=== Data for processing ===
▼

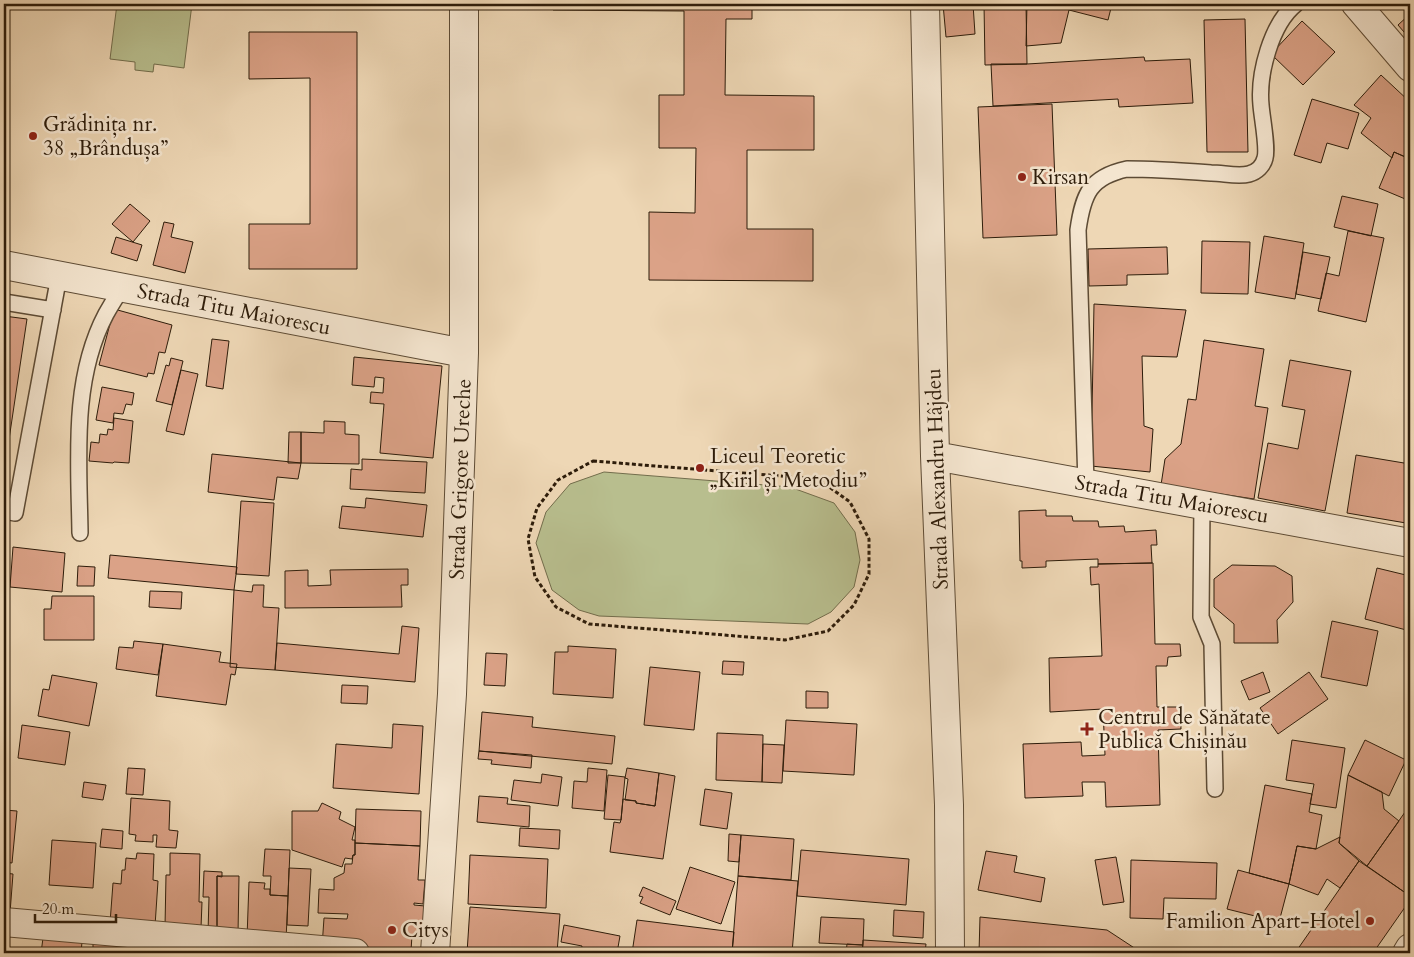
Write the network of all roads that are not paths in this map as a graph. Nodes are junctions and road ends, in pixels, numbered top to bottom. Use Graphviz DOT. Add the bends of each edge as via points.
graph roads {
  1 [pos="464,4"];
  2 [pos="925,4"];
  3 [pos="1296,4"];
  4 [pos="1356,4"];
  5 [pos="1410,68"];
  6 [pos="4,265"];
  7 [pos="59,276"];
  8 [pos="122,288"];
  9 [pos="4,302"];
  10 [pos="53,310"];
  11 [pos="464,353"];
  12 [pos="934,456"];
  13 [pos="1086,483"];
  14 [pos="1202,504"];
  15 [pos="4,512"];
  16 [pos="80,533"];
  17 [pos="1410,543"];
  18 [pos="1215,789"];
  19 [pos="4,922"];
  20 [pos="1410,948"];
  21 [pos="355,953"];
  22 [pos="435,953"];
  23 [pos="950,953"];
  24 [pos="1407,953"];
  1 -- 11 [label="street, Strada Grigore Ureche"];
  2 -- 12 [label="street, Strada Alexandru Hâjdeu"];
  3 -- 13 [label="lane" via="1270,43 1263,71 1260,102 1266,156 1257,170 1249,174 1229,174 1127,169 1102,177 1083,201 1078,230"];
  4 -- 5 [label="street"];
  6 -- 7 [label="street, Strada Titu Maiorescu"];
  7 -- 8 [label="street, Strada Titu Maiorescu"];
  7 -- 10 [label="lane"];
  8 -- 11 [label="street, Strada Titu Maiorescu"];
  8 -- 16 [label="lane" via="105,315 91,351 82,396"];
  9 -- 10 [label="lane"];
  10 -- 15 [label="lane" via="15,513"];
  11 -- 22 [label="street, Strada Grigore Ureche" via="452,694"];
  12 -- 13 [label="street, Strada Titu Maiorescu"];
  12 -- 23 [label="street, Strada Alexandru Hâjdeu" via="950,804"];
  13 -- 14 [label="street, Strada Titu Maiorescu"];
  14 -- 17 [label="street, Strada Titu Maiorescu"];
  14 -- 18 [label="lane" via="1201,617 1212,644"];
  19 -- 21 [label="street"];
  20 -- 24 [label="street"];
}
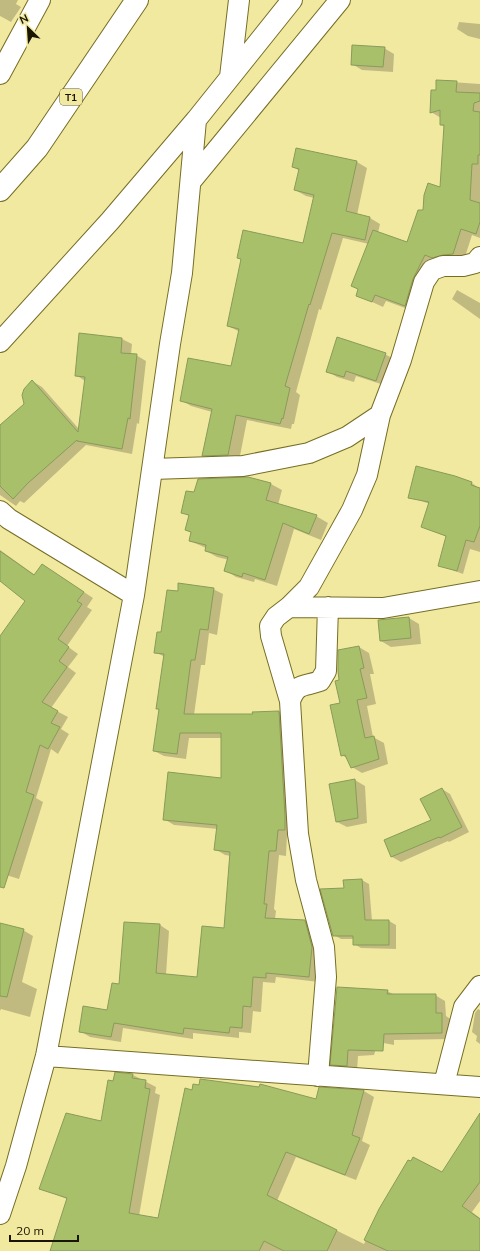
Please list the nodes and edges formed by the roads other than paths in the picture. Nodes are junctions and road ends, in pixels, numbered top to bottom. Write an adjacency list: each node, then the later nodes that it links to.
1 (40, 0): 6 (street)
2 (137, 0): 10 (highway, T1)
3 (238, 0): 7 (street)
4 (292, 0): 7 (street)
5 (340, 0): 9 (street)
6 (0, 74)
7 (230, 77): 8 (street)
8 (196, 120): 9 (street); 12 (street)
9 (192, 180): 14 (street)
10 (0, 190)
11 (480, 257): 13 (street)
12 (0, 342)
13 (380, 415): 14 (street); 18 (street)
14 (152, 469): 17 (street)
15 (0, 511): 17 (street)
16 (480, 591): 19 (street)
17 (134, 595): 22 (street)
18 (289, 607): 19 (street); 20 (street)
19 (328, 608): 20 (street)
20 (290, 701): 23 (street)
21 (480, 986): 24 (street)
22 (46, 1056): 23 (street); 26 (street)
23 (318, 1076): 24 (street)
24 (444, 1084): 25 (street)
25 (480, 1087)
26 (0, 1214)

▲

=== About this exercise ===
Images are to be omitted; everything else in the records is to be transcribed exactly.

=== Written response ===
Write the network of all roads that are not paths in this map as a graph. Nodes are junctions and road ends, in pixels, numbered top to bottom. Use Graphviz DOT. Add the bends of each edge as via points.
graph roads {
  1 [pos="464,4"];
  2 [pos="925,4"];
  3 [pos="1296,4"];
  4 [pos="1356,4"];
  5 [pos="1410,68"];
  6 [pos="4,265"];
  7 [pos="59,276"];
  8 [pos="122,288"];
  9 [pos="4,302"];
  10 [pos="53,310"];
  11 [pos="464,353"];
  12 [pos="934,456"];
  13 [pos="1086,483"];
  14 [pos="1202,504"];
  15 [pos="4,512"];
  16 [pos="80,533"];
  17 [pos="1410,543"];
  18 [pos="1215,789"];
  19 [pos="4,922"];
  20 [pos="1410,948"];
  21 [pos="355,953"];
  22 [pos="435,953"];
  23 [pos="950,953"];
  24 [pos="1407,953"];
  1 -- 11 [label="street, Strada Grigore Ureche"];
  2 -- 12 [label="street, Strada Alexandru Hâjdeu"];
  3 -- 13 [label="lane" via="1270,43 1263,71 1260,102 1266,156 1257,170 1249,174 1229,174 1127,169 1102,177 1083,201 1078,230"];
  4 -- 5 [label="street"];
  6 -- 7 [label="street, Strada Titu Maiorescu"];
  7 -- 8 [label="street, Strada Titu Maiorescu"];
  7 -- 10 [label="lane"];
  8 -- 11 [label="street, Strada Titu Maiorescu"];
  8 -- 16 [label="lane" via="105,315 91,351 82,396"];
  9 -- 10 [label="lane"];
  10 -- 15 [label="lane" via="15,513"];
  11 -- 22 [label="street, Strada Grigore Ureche" via="452,694"];
  12 -- 13 [label="street, Strada Titu Maiorescu"];
  12 -- 23 [label="street, Strada Alexandru Hâjdeu" via="950,804"];
  13 -- 14 [label="street, Strada Titu Maiorescu"];
  14 -- 17 [label="street, Strada Titu Maiorescu"];
  14 -- 18 [label="lane" via="1201,617 1212,644"];
  19 -- 21 [label="street"];
  20 -- 24 [label="street"];
}
Please list the nodes and edges formed by the roads other than paths in the picture. Nodes are junctions and road ends, in pixels, numbered top to bottom. Write an adjacency list: each node, then the later nodes that it links to.
1 (40, 0): 6 (street)
2 (137, 0): 10 (highway, T1)
3 (238, 0): 7 (street)
4 (292, 0): 7 (street)
5 (340, 0): 9 (street)
6 (0, 74)
7 (230, 77): 8 (street)
8 (196, 120): 9 (street); 12 (street)
9 (192, 180): 14 (street)
10 (0, 190)
11 (480, 257): 13 (street)
12 (0, 342)
13 (380, 415): 14 (street); 18 (street)
14 (152, 469): 17 (street)
15 (0, 511): 17 (street)
16 (480, 591): 19 (street)
17 (134, 595): 22 (street)
18 (289, 607): 19 (street); 20 (street)
19 (328, 608): 20 (street)
20 (290, 701): 23 (street)
21 (480, 986): 24 (street)
22 (46, 1056): 23 (street); 26 (street)
23 (318, 1076): 24 (street)
24 (444, 1084): 25 (street)
25 (480, 1087)
26 (0, 1214)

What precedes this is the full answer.